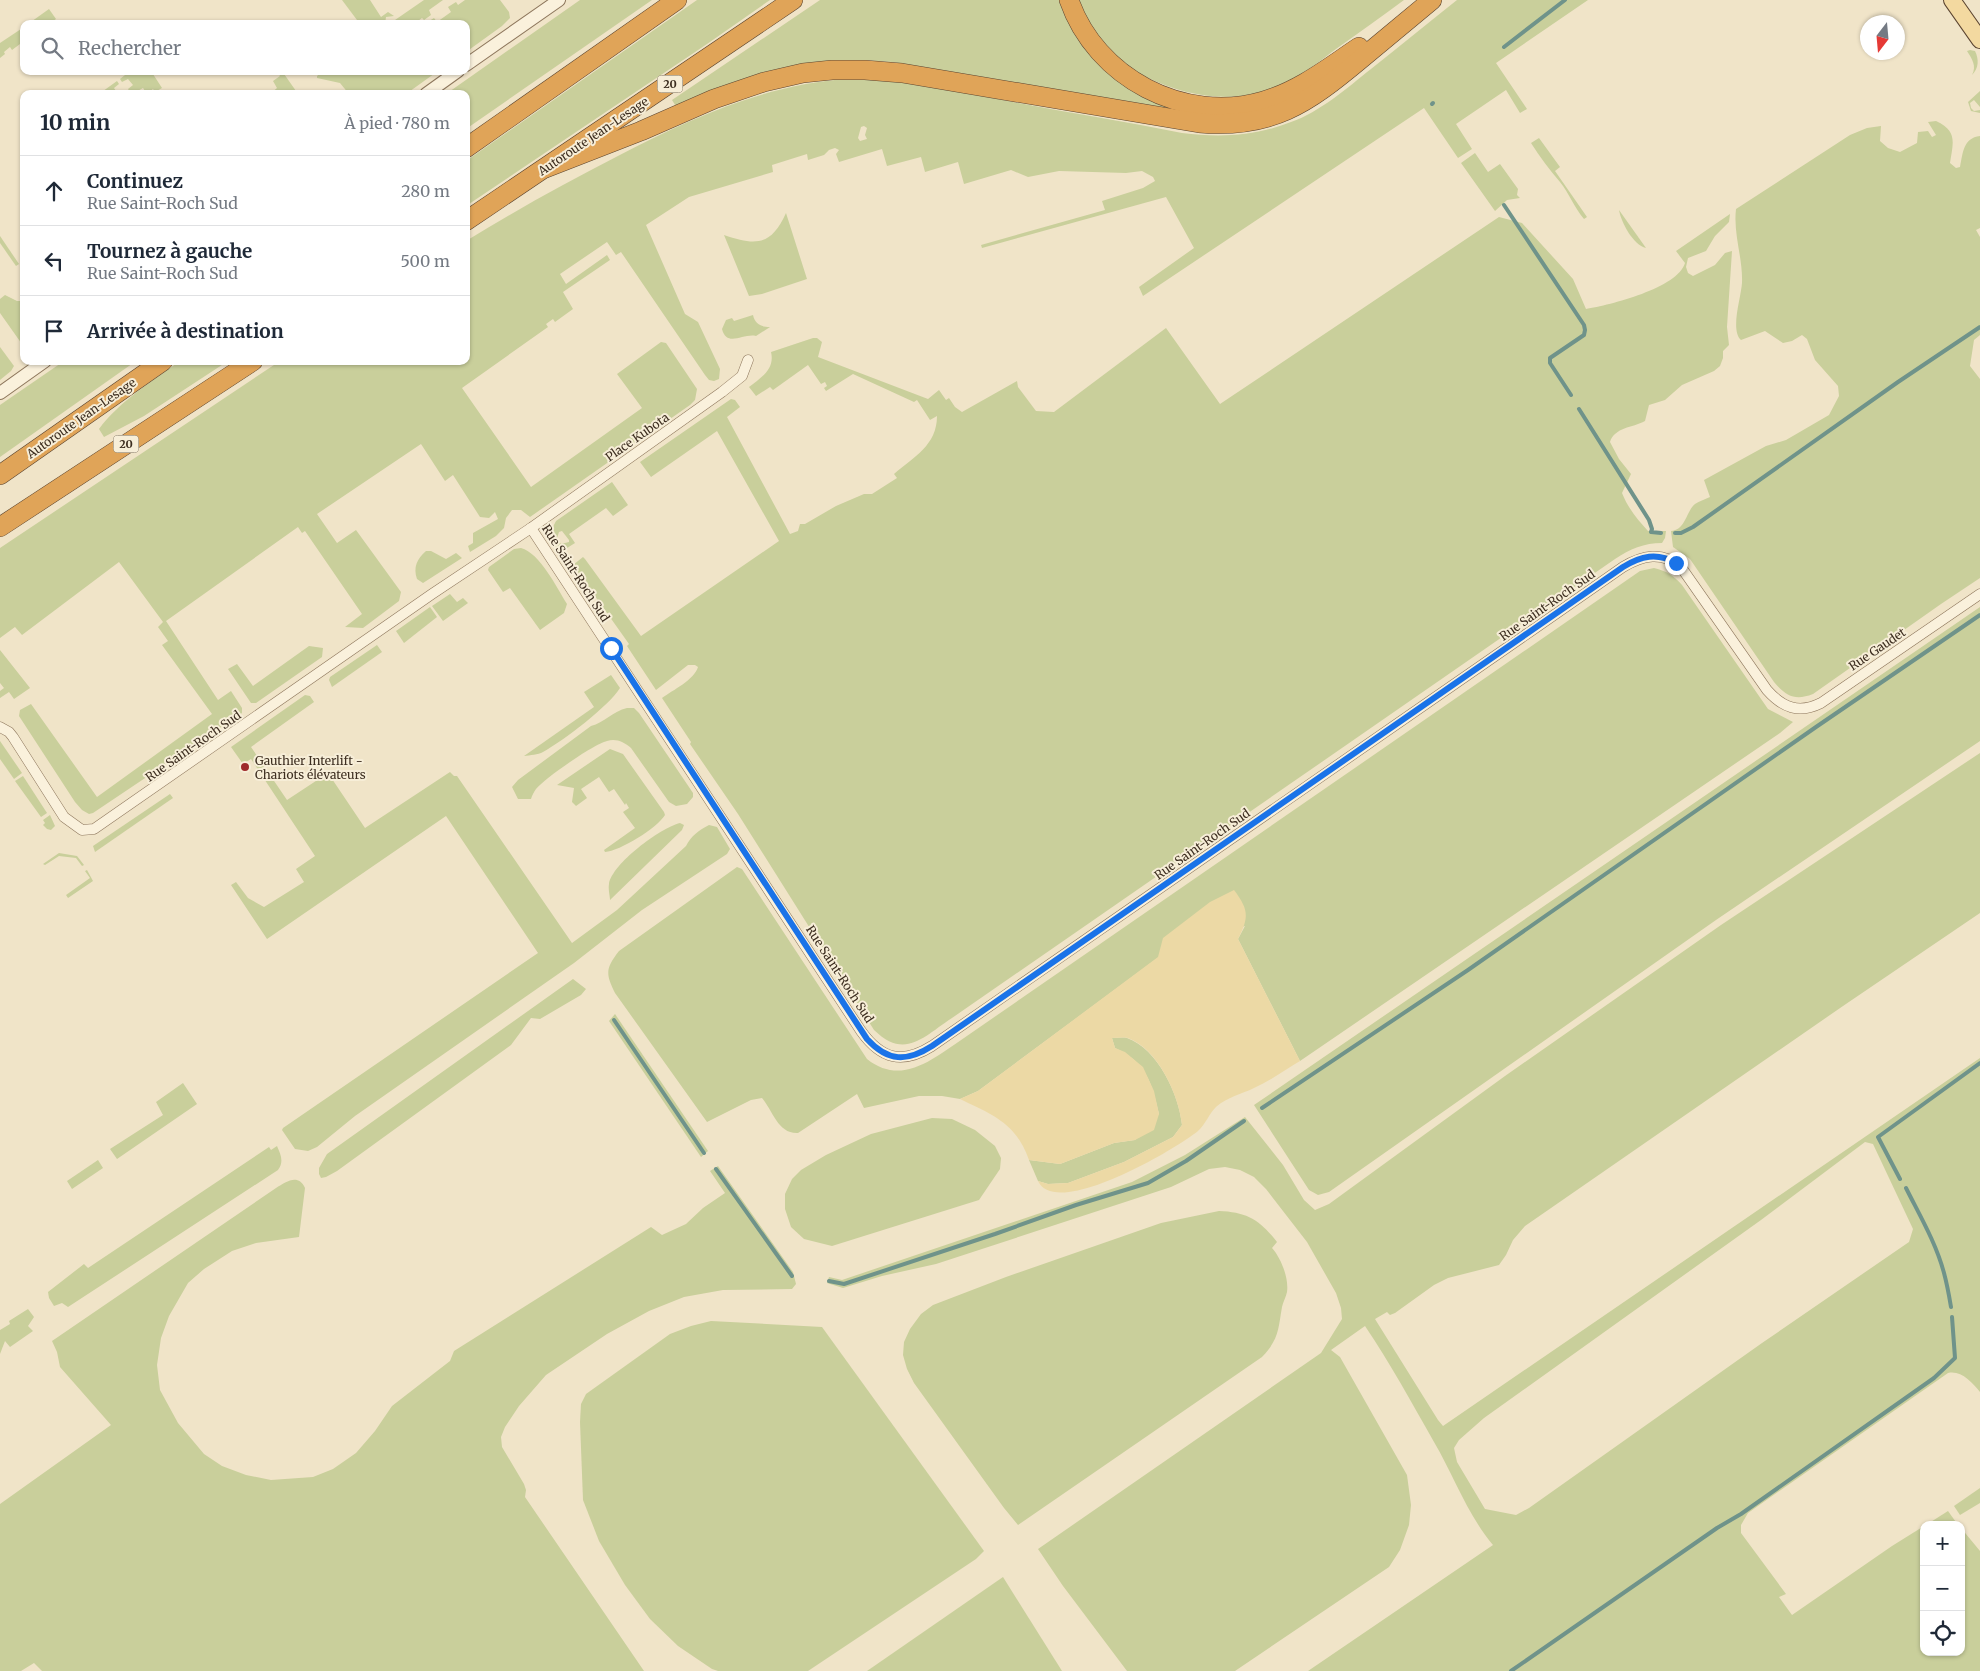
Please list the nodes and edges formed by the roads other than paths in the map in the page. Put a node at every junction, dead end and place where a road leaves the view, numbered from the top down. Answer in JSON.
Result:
{"nodes":[{"id":1,"x":559,"y":0,"type":"edge"},
{"id":2,"x":677,"y":0,"type":"edge"},
{"id":3,"x":793,"y":0,"type":"edge"},
{"id":4,"x":1069,"y":0,"type":"edge"},
{"id":5,"x":1430,"y":0,"type":"edge"},
{"id":6,"x":1952,"y":0,"type":"edge"},
{"id":7,"x":1980,"y":40,"type":"edge"},
{"id":8,"x":470,"y":62,"type":"edge"},
{"id":9,"x":452,"y":75,"type":"edge"},
{"id":10,"x":432,"y":90,"type":"edge"},
{"id":11,"x":470,"y":145,"type":"edge"},
{"id":12,"x":546,"y":168,"type":"junction"},
{"id":13,"x":470,"y":218,"type":"edge"},
{"id":14,"x":748,"y":360,"type":"dead end"},
{"id":15,"x":39,"y":365,"type":"edge"},
{"id":16,"x":156,"y":365,"type":"edge"},
{"id":17,"x":246,"y":365,"type":"edge"},
{"id":18,"x":0,"y":393,"type":"edge"},
{"id":19,"x":0,"y":475,"type":"edge"},
{"id":20,"x":0,"y":527,"type":"edge"},
{"id":21,"x":531,"y":528,"type":"junction"},
{"id":22,"x":1980,"y":594,"type":"edge"},
{"id":23,"x":1784,"y":706,"type":"joint"},
{"id":24,"x":0,"y":727,"type":"edge"}],
"edges":[{"from":1,"to":8,"type":"street"},
{"from":2,"to":11,"type":"highway"},
{"from":3,"to":12,"type":"highway","name":"Autoroute Jean-Lesage","number":"20"},
{"from":4,"to":5,"type":"highway"},
{"from":5,"to":12,"type":"highway"},
{"from":6,"to":7,"type":"main road"},
{"from":9,"to":10,"type":"street"},
{"from":12,"to":13,"type":"highway","name":"Autoroute Jean-Lesage","number":"20"},
{"from":14,"to":21,"type":"street","name":"Place Kubota"},
{"from":15,"to":18,"type":"street"},
{"from":16,"to":19,"type":"highway","name":"Autoroute Jean-Lesage"},
{"from":17,"to":20,"type":"highway","number":"20"},
{"from":21,"to":23,"type":"street","name":"Rue Saint-Roch Sud"},
{"from":21,"to":24,"type":"street","name":"Rue Saint-Roch Sud"},
{"from":22,"to":23,"type":"street","name":"Rue Gaudet"}]}
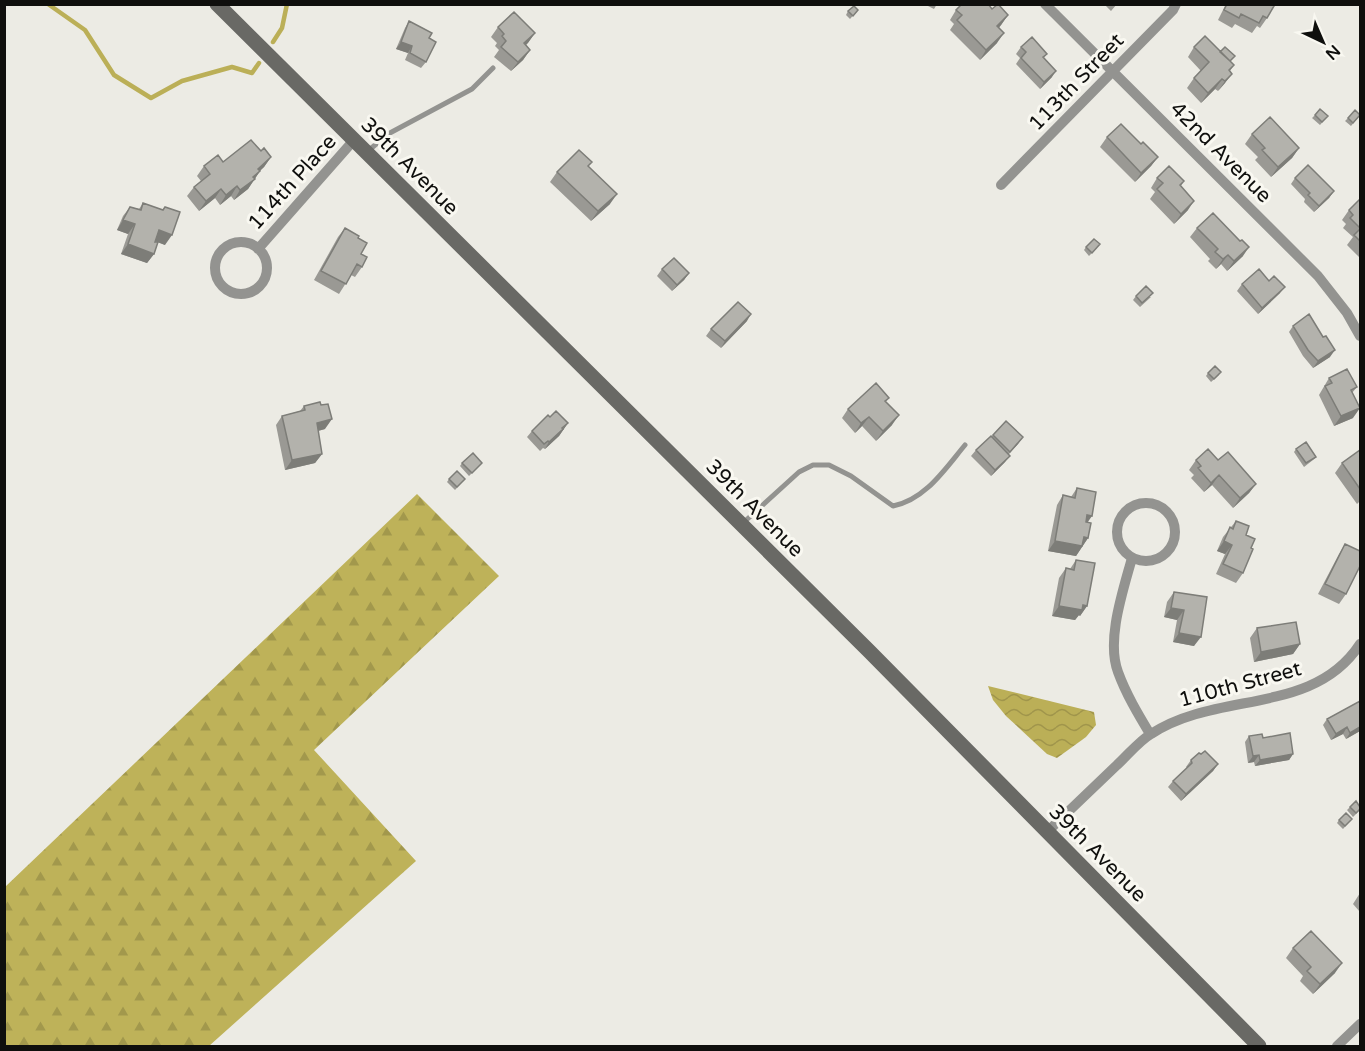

Try it:
Within the entries above, find the string "Saint" and return each line that holds it.

Response:
{"from":21,"to":23,"type":"street","name":"Rue Saint-Roch Sud"},
{"from":21,"to":24,"type":"street","name":"Rue Saint-Roch Sud"},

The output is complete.